Prompt
Which lines below include the string "Cecato"? Please show each one.

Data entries

>>

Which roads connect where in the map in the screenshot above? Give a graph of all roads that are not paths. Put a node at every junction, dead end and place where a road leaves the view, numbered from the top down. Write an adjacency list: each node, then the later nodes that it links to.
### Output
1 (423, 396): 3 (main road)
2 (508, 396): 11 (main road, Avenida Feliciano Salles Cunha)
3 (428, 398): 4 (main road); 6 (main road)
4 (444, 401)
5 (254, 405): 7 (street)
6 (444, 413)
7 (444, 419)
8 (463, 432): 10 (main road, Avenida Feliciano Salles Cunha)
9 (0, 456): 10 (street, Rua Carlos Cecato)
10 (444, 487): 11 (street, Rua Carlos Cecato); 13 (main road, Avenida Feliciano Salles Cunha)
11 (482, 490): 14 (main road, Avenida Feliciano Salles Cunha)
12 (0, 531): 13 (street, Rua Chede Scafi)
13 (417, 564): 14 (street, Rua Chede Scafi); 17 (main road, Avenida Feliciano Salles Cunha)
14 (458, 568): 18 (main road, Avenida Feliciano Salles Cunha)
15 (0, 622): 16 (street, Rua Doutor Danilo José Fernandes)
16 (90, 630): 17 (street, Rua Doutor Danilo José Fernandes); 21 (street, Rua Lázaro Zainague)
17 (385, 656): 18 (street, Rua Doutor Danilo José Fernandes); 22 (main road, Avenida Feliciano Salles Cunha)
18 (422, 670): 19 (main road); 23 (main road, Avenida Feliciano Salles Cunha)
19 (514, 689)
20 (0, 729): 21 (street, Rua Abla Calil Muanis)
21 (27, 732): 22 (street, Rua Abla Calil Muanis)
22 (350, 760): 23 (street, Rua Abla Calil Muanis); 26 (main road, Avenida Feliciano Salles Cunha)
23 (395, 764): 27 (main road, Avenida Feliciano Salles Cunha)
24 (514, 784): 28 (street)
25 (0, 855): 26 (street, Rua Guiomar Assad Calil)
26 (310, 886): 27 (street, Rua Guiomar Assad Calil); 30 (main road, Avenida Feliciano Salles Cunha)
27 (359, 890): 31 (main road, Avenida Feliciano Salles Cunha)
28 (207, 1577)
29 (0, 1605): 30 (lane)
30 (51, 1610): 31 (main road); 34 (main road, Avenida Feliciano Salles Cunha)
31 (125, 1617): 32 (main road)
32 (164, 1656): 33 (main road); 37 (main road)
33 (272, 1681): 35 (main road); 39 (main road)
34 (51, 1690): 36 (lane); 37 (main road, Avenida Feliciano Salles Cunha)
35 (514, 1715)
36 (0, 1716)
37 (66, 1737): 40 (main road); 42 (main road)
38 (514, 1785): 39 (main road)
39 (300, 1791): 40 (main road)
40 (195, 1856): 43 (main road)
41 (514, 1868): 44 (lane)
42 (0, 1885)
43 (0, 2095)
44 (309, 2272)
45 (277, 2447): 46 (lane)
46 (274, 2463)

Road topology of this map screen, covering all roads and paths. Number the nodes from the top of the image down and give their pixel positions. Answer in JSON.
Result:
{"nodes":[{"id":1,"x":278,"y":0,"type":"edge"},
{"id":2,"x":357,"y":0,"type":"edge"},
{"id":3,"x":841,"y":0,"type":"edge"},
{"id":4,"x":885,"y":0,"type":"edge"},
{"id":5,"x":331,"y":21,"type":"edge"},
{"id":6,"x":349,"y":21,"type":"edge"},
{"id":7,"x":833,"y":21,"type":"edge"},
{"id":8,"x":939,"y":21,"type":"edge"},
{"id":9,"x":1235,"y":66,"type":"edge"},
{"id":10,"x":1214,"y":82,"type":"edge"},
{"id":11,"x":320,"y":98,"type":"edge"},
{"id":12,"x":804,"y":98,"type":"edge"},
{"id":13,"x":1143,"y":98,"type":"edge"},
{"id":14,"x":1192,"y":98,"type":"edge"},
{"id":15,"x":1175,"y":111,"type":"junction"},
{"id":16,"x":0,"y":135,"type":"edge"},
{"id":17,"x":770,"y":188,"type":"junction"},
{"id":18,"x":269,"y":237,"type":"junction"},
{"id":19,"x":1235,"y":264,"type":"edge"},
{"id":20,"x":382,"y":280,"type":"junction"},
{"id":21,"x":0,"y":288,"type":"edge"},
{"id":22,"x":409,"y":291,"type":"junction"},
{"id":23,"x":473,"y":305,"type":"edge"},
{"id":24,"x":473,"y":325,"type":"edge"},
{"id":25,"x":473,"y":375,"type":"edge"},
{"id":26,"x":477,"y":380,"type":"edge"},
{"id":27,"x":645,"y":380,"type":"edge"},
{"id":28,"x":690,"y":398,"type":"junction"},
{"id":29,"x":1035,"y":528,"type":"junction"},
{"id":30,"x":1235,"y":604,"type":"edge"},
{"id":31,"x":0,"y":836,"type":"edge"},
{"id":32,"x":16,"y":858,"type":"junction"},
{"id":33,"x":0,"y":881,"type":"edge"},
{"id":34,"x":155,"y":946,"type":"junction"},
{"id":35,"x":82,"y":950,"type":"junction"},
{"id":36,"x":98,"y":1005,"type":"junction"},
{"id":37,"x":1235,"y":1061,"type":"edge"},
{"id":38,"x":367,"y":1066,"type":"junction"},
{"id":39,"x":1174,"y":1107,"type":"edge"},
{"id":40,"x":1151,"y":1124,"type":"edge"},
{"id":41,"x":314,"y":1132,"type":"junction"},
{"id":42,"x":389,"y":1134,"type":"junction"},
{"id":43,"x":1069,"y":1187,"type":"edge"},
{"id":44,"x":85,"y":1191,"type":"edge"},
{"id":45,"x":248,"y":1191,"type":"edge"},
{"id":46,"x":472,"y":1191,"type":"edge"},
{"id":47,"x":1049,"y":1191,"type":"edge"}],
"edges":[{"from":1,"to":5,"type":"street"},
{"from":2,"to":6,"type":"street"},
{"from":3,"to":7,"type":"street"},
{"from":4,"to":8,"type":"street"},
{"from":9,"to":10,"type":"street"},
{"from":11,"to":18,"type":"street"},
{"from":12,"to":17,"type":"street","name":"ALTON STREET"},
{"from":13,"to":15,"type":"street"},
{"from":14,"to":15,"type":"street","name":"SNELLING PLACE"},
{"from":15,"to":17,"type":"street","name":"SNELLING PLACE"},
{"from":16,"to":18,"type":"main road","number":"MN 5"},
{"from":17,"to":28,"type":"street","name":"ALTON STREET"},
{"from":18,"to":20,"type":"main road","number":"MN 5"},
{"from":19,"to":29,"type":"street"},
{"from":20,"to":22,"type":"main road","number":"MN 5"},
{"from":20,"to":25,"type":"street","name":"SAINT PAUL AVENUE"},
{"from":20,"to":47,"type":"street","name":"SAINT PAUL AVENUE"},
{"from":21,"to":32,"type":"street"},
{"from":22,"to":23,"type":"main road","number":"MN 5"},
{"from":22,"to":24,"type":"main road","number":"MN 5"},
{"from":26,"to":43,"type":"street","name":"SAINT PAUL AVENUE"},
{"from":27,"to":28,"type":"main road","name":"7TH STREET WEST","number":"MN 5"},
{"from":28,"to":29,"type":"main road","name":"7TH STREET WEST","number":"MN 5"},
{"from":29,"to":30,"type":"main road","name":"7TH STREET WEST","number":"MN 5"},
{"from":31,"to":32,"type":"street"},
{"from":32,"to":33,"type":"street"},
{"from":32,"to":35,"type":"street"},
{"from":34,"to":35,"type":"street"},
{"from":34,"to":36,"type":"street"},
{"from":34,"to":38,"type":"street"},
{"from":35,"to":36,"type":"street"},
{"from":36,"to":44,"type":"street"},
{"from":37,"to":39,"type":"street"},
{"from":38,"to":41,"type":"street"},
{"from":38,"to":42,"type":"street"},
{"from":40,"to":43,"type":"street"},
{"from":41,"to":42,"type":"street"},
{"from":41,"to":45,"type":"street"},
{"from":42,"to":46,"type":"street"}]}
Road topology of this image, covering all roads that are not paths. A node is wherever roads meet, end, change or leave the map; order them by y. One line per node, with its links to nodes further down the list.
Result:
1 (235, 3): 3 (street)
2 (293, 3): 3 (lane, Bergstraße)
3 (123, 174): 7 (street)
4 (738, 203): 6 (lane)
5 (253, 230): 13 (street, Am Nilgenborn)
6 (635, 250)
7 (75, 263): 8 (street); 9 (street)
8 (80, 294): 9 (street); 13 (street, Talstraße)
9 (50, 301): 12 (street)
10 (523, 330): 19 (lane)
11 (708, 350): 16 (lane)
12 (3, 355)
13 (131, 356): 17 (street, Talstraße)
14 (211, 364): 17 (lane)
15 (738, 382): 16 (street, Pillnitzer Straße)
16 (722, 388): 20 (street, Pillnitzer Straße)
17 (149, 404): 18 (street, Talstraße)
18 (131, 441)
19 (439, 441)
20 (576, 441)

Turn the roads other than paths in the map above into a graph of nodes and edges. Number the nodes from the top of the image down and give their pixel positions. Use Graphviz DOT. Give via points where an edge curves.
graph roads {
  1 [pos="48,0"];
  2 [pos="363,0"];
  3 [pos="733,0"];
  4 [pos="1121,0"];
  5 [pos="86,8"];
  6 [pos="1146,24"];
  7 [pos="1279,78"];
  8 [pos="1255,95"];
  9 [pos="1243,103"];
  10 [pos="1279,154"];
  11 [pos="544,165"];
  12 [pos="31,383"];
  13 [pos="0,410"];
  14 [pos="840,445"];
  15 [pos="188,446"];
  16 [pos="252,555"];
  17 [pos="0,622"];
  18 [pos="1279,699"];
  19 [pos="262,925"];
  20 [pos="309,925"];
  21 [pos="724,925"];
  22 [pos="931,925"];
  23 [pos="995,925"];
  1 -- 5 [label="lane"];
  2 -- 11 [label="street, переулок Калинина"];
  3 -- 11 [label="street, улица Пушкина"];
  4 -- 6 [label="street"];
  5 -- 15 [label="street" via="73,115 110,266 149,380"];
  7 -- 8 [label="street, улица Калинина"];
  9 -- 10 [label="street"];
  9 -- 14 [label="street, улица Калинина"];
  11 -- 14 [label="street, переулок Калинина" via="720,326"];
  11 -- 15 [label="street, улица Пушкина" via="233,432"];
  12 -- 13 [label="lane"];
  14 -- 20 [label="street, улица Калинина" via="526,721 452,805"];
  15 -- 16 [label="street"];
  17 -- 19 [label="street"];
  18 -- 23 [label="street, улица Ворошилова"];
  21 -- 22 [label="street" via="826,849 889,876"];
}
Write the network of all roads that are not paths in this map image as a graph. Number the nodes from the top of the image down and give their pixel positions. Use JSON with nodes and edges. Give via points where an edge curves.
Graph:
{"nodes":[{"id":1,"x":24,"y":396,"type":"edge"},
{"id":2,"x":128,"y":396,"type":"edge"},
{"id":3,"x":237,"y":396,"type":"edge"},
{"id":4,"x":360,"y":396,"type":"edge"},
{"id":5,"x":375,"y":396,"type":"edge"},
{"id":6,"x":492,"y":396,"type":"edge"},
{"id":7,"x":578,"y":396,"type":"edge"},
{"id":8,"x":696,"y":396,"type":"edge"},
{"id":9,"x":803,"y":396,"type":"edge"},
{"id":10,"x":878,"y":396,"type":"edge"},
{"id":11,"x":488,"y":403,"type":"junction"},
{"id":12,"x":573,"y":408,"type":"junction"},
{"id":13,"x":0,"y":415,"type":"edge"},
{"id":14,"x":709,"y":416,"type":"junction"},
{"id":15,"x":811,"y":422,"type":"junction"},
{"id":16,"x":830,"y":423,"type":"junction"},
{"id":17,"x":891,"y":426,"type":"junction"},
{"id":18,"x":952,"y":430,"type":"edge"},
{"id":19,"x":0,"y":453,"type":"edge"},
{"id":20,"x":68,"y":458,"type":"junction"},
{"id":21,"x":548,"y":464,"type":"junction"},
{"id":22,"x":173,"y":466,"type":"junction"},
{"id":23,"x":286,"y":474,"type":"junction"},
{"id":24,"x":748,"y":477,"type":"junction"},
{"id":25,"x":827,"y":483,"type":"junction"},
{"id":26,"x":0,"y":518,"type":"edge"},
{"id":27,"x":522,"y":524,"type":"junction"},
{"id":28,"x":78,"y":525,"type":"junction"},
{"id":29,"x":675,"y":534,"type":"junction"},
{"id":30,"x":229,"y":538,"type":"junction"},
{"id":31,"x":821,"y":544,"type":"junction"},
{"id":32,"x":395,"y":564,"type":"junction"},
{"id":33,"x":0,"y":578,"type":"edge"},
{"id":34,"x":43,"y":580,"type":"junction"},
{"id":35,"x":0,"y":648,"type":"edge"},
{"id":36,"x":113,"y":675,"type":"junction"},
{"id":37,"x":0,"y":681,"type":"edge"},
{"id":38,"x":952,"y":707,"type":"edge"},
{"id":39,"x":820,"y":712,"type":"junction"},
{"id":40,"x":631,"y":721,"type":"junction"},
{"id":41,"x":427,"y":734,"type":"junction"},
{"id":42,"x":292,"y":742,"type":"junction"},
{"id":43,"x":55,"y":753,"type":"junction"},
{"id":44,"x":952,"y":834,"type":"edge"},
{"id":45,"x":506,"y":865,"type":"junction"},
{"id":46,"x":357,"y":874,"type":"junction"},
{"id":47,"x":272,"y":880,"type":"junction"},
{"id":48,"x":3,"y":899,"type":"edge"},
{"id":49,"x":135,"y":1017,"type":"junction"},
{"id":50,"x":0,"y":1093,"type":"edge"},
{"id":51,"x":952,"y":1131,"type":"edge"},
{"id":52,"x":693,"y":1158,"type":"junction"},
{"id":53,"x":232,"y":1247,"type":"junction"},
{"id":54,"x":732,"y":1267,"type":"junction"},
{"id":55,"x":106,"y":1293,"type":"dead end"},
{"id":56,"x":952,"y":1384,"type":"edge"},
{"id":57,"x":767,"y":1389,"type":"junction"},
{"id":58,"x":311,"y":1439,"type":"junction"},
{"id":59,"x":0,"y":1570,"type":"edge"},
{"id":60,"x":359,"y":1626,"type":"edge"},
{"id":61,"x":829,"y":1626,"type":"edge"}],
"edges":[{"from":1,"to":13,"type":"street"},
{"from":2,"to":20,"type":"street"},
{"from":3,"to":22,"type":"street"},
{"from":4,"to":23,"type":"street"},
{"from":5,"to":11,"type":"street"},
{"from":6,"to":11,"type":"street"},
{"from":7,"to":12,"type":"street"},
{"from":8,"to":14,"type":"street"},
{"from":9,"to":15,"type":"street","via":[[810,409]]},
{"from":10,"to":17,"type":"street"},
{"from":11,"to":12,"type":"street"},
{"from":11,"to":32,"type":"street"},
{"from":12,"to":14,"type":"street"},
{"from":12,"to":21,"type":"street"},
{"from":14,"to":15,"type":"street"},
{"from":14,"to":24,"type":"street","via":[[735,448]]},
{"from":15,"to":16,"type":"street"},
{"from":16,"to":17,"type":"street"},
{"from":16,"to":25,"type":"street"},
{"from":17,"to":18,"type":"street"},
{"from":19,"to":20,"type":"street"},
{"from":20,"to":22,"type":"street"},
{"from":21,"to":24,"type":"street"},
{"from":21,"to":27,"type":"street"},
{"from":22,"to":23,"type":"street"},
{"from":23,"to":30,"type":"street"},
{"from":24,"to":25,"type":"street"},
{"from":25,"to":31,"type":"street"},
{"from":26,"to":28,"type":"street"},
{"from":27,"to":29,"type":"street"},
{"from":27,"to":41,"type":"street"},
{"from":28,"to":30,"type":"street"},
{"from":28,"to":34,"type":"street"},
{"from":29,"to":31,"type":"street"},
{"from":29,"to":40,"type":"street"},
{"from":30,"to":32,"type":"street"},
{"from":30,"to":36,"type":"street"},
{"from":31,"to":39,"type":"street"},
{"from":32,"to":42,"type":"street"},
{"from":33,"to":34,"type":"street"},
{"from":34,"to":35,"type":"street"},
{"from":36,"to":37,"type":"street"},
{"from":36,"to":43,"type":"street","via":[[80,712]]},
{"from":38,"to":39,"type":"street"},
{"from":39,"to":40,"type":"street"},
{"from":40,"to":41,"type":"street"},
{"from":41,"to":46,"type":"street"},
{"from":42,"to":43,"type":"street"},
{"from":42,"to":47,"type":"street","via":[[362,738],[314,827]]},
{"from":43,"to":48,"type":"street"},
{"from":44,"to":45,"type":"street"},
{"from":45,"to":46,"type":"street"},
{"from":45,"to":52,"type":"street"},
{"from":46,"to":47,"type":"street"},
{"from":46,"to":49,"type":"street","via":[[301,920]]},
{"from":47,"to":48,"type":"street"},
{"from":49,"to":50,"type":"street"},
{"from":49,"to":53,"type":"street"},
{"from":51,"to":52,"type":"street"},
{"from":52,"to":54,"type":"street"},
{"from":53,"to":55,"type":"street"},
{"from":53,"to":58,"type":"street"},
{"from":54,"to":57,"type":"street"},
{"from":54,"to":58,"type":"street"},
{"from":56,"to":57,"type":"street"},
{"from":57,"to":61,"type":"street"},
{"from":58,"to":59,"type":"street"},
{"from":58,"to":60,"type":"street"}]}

<<

Exercise response
9 (0, 456): 10 (street, Rua Carlos Cecato)
10 (444, 487): 11 (street, Rua Carlos Cecato); 13 (main road, Avenida Feliciano Salles Cunha)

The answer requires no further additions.